◆ DATA FOR THIS TASK
↓
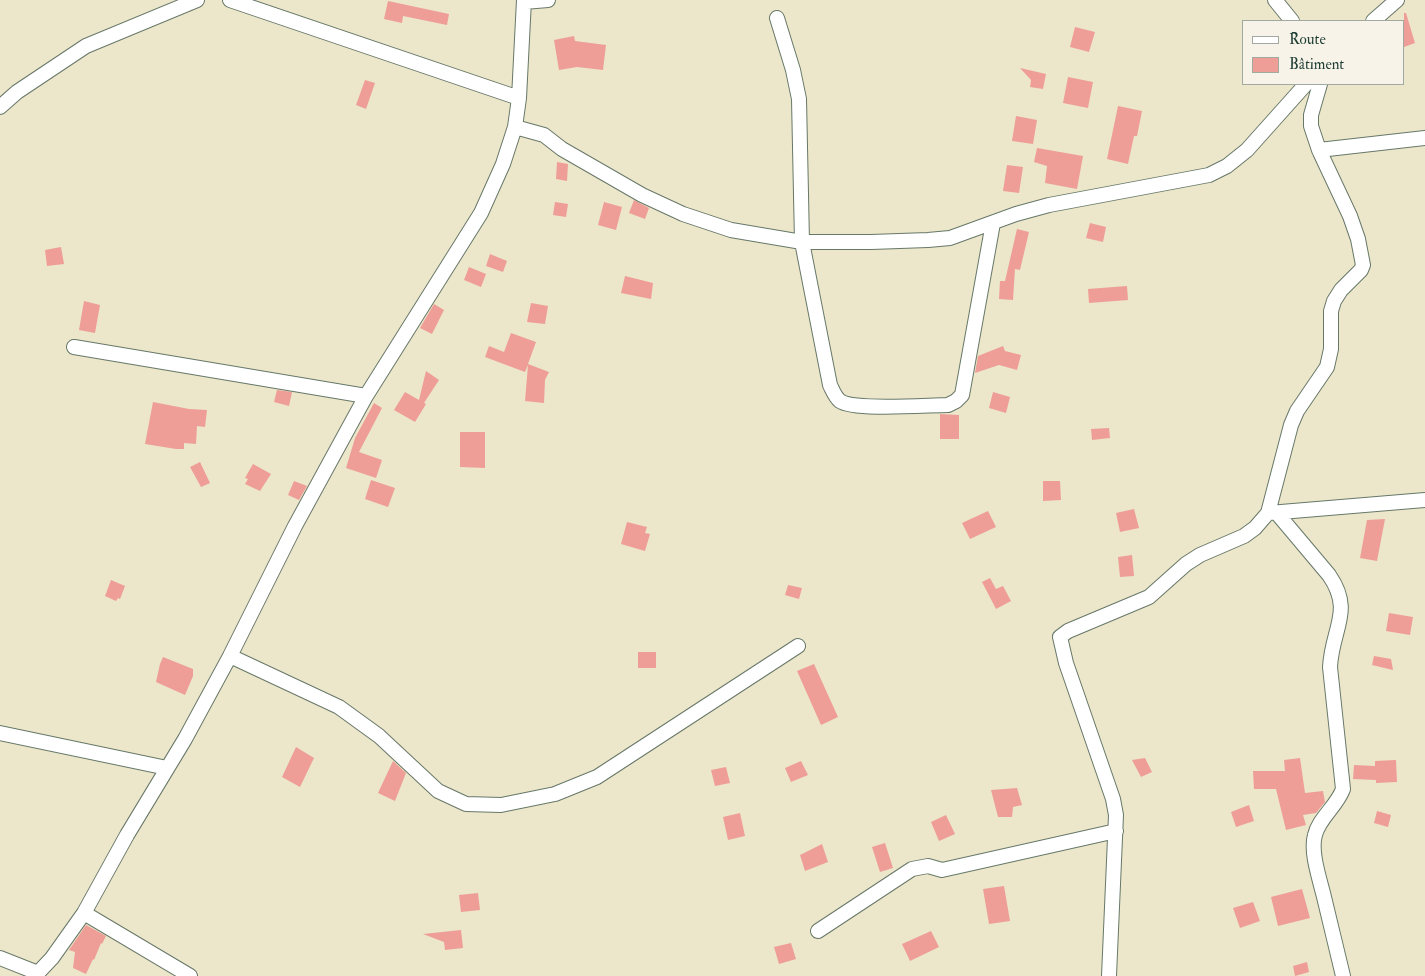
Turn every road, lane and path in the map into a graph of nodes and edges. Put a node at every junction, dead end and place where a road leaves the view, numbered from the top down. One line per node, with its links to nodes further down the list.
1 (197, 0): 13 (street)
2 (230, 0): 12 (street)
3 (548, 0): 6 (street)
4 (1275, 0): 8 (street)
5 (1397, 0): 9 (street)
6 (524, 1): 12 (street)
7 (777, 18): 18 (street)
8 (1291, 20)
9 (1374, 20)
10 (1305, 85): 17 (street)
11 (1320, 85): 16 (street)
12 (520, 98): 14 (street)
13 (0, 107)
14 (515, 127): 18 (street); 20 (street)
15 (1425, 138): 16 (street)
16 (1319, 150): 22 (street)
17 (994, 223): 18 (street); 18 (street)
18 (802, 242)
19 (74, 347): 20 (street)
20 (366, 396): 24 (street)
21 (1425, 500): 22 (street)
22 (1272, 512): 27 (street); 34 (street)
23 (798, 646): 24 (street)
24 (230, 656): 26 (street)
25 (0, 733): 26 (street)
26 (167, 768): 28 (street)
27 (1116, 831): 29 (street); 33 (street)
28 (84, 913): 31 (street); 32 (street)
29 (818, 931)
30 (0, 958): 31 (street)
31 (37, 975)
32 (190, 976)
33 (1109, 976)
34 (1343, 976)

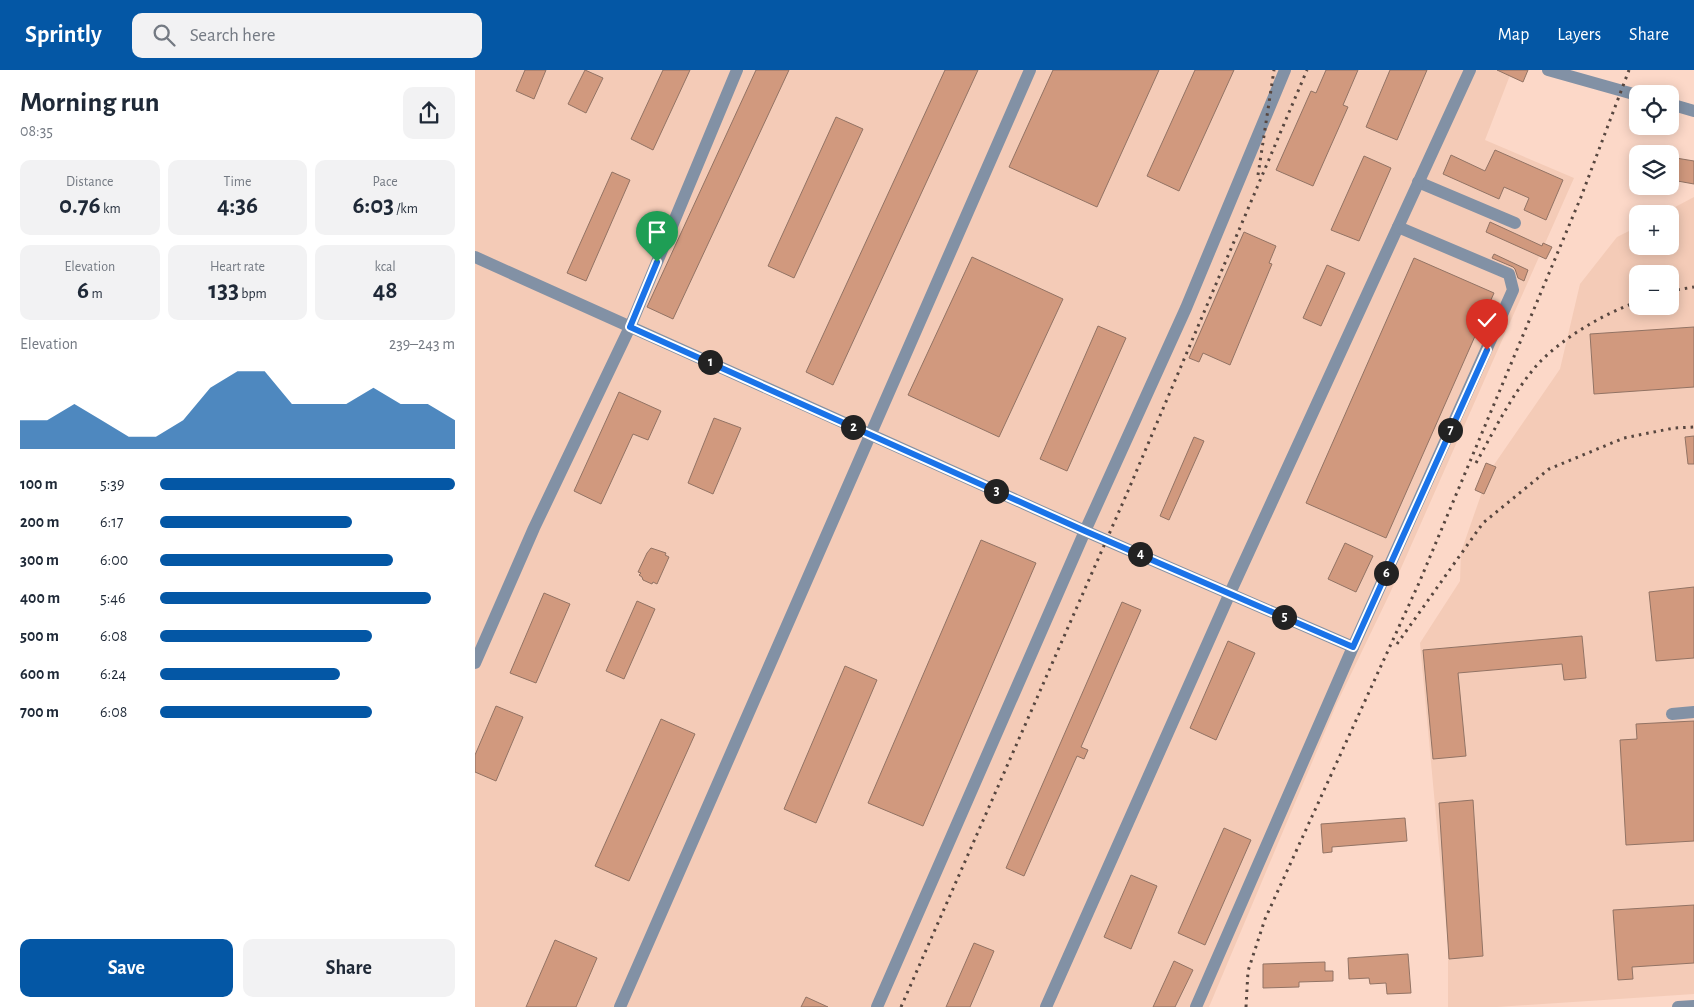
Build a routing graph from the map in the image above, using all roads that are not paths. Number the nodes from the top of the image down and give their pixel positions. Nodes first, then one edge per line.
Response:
↑
◆ WHAT THE TASK ASKS
Would you reproduce the listing above in full and exactly, without its pictures?

◆ TASK RESPONSE
Turn every road, lane and path in the map into a graph of nodes and edges. Put a node at every junction, dead end and place where a road leaves the view, numbered from the top down. One line per node, with its links to nodes further down the list.
1 (197, 0): 13 (street)
2 (230, 0): 12 (street)
3 (548, 0): 6 (street)
4 (1275, 0): 8 (street)
5 (1397, 0): 9 (street)
6 (524, 1): 12 (street)
7 (777, 18): 18 (street)
8 (1291, 20)
9 (1374, 20)
10 (1305, 85): 17 (street)
11 (1320, 85): 16 (street)
12 (520, 98): 14 (street)
13 (0, 107)
14 (515, 127): 18 (street); 20 (street)
15 (1425, 138): 16 (street)
16 (1319, 150): 22 (street)
17 (994, 223): 18 (street); 18 (street)
18 (802, 242)
19 (74, 347): 20 (street)
20 (366, 396): 24 (street)
21 (1425, 500): 22 (street)
22 (1272, 512): 27 (street); 34 (street)
23 (798, 646): 24 (street)
24 (230, 656): 26 (street)
25 (0, 733): 26 (street)
26 (167, 768): 28 (street)
27 (1116, 831): 29 (street); 33 (street)
28 (84, 913): 31 (street); 32 (street)
29 (818, 931)
30 (0, 958): 31 (street)
31 (37, 975)
32 (190, 976)
33 (1109, 976)
34 (1343, 976)

Build a routing graph from the map in the image above, using all roads that are not paths. Number the nodes from the top of the image down and give their pixel positions. Nodes first, then one edge per line.
Response:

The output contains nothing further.